We all know the basics of good sleep practices, but behavioral changes can be difficult to adopt. Here are concrete tips from doctors and sleep experts heard by the New York Times to help us have a more restful night.
Set a time to wake up, not a time to go to sleep.
If you go to bed at wildly different times — 10 pm one night, 1 am the next, along with unpredictable wake times — “you’re getting a little late,” said Dr. Ilene Rosen, an associate professor of medicine at the from Pennsylvania.
It can be difficult to set a bedtime. Instead, try a regular morning alarm. This will train you to feel tired at the same time every night – about eight hours before you wake up.
Make your space cooler
A cooler room is better for sound sleep. Experts recommend keeping it close to 18ºC and using a cooling pillow.
Our body temperature drops when we fall asleep, which stimulates natural melatonin, a hormone that controls the sleep-wake cycle. Taking a hot bath an hour or two before bed can also help to achieve this cooling effect.
Charge the phone across the room
You’ve heard it a thousand times: don’t use your phone before bed. Blue light is bad! But still, every night, we scroll.

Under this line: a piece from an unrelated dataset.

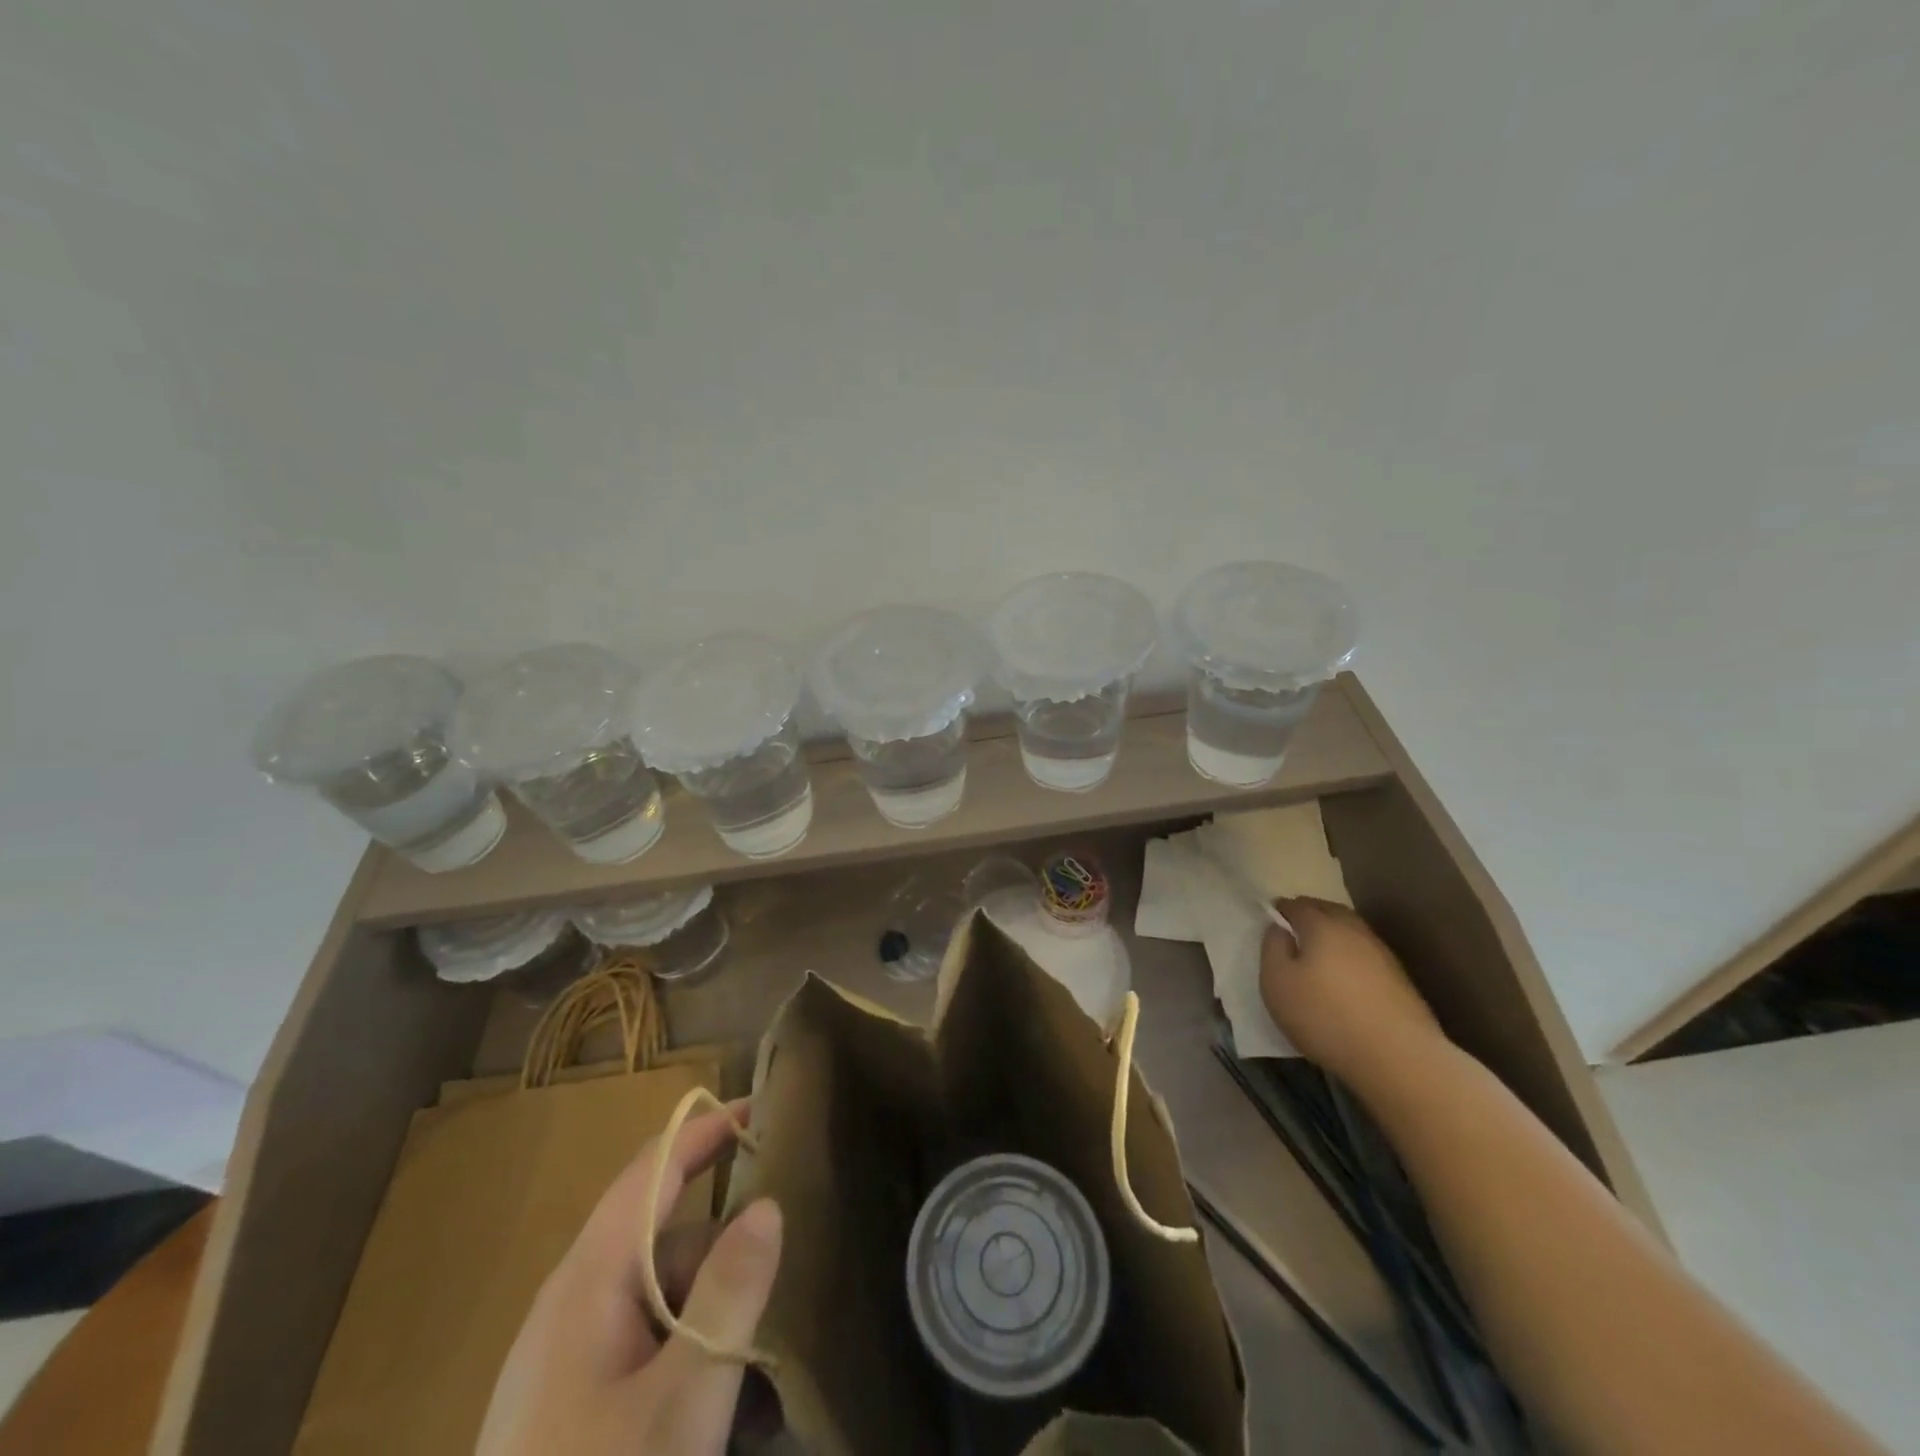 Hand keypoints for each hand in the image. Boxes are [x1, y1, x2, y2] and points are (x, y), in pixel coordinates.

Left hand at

One solution: carry your phone on the other side of the room, where you can’t reach it without getting out of bed. Also consider buying a physical clock to use as an alarm clock. This eliminates another excuse to have your phone within reach.
Limit how you use your room
You want to associate it with rest and comfort, not deadlines.
Don’t drink close to bedtime
If drinking for dinner, stop after the first course. Enjoy the wine and give your body a few hours to metabolize it before your head hits the pillow.